A veces uno tiene la tentación de parar, de dejar que la vida le rebase, como un río ya calmado después de la tormenta. El agua, como la vida, no le hará daño, pero tampoco le limpiará las heridas. Si no lo ha hecho antes, probablemente piense que cumplidos los cincuenta es un buen momento para detenerse. Nadie espera ya que asciendas en el trabajo; te dispensan la costumbre y la sospecha del fracaso, siempre al acecho. Te ves al margen del destino de los otros, que si no lo amansaron ya, qué esperan que hagas tú. En resumen, uno, a los cincuenta, cree haberse ganado por fin el privilegio de deslizarse suavemente entre los días, por lo menos hasta que la salud te recuerde que ya venció el crédito de una existencia en calma.

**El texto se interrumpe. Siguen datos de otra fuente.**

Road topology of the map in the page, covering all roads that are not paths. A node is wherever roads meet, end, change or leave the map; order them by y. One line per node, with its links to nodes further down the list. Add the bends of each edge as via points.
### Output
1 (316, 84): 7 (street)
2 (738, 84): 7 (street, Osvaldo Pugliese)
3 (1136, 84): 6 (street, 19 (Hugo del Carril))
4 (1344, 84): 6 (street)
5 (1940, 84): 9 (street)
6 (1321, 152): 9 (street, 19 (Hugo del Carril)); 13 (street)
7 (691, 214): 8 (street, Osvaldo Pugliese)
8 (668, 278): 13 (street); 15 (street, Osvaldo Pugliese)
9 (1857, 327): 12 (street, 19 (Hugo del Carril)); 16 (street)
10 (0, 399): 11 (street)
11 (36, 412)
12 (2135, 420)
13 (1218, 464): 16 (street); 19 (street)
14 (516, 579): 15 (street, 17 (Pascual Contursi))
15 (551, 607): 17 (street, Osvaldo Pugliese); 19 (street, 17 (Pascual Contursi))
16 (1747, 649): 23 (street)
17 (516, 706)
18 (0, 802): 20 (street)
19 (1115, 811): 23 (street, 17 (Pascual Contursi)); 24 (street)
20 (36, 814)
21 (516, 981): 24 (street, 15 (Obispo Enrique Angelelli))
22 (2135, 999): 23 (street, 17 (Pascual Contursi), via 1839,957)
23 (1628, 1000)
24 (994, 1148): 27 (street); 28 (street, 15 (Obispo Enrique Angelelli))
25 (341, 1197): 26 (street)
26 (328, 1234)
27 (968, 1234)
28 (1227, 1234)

Pero, afortunadamente, a los cincuenta, uno no aprende a mentir si no lo hizo antes, y menos a sí mismo; requiere poco esfuerzo, pero bastante práctica. Y digo, por fortuna, porque, aunque a menudo lo niegues, bien sabes cuántas personas hay en la barca de la que tú tiras, cuántas pasan las tormentas en el refugio en el que cuidas del fuego, cuántas viven, y no digo existen, digo viven, porque tu fuerza y tu alegría las alienta. Las dudas que te asaltan los días de galerna no son debilidades, son las velas que cambia el marino cuando vira el viento. No te asustes si arrecia. De la tormenta no saldrás herido, confía en Murakami, saldrás distinto.
Hincha los pulmones y admite complacido que no podrías parar aunque quisieras, aunque a veces oigas voces que intenten convencerte de que sí quieres. No sabrías dónde amarrar el bote ni te gustaría que nadie más adelantara la leña antes de que se apagara el fuego.
Te encontré un domingo zambullido en la corriente brava, braceando, maldiciendo y riendo al mismo tiempo. Desde ese día procuro nadar siempre contigo; así aprendí a quererte. Pero a veces, cansada, me agarro al cabo de tu barca y me repongo en tu refugio. Al llegar la noche, ya en la orilla, te miro mientras te secas y como diría Karmelo Iribarren, no sé a quién darle las gracias.